→ **TASK DETAILS**:
Write the records out exactly, so that no picture remains in the copy.

START AVAILABLE DATA

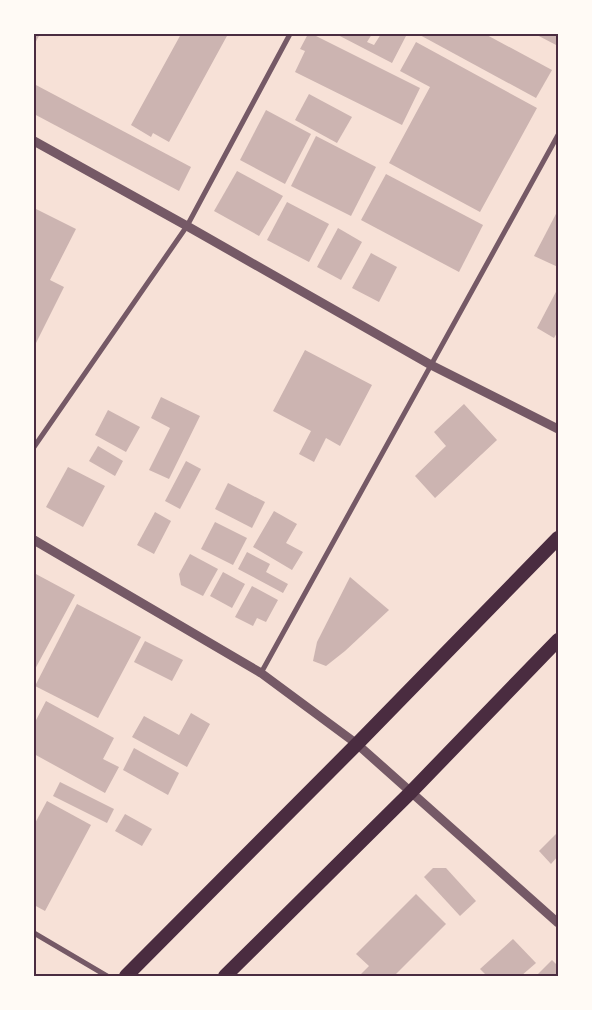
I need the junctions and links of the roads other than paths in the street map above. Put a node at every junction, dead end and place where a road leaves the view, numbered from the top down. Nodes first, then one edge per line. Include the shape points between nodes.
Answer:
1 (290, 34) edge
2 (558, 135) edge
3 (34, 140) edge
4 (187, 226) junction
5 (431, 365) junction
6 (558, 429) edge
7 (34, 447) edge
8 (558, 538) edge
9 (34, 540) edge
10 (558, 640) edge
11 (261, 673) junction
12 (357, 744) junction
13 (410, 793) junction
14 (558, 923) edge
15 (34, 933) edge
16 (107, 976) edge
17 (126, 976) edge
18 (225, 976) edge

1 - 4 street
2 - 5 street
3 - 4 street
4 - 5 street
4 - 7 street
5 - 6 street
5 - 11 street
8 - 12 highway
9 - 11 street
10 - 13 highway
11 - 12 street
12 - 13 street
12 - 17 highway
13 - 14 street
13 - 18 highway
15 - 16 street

END AVAILABLE DATA

→ **EXPECTED ANSWER**:
I need the junctions and links of the roads other than paths in the street map above. Put a node at every junction, dead end and place where a road leaves the view, numbered from the top down. Nodes first, then one edge per line. Include the shape points between nodes.
Answer:
1 (290, 34) edge
2 (558, 135) edge
3 (34, 140) edge
4 (187, 226) junction
5 (431, 365) junction
6 (558, 429) edge
7 (34, 447) edge
8 (558, 538) edge
9 (34, 540) edge
10 (558, 640) edge
11 (261, 673) junction
12 (357, 744) junction
13 (410, 793) junction
14 (558, 923) edge
15 (34, 933) edge
16 (107, 976) edge
17 (126, 976) edge
18 (225, 976) edge

1 - 4 street
2 - 5 street
3 - 4 street
4 - 5 street
4 - 7 street
5 - 6 street
5 - 11 street
8 - 12 highway
9 - 11 street
10 - 13 highway
11 - 12 street
12 - 13 street
12 - 17 highway
13 - 14 street
13 - 18 highway
15 - 16 street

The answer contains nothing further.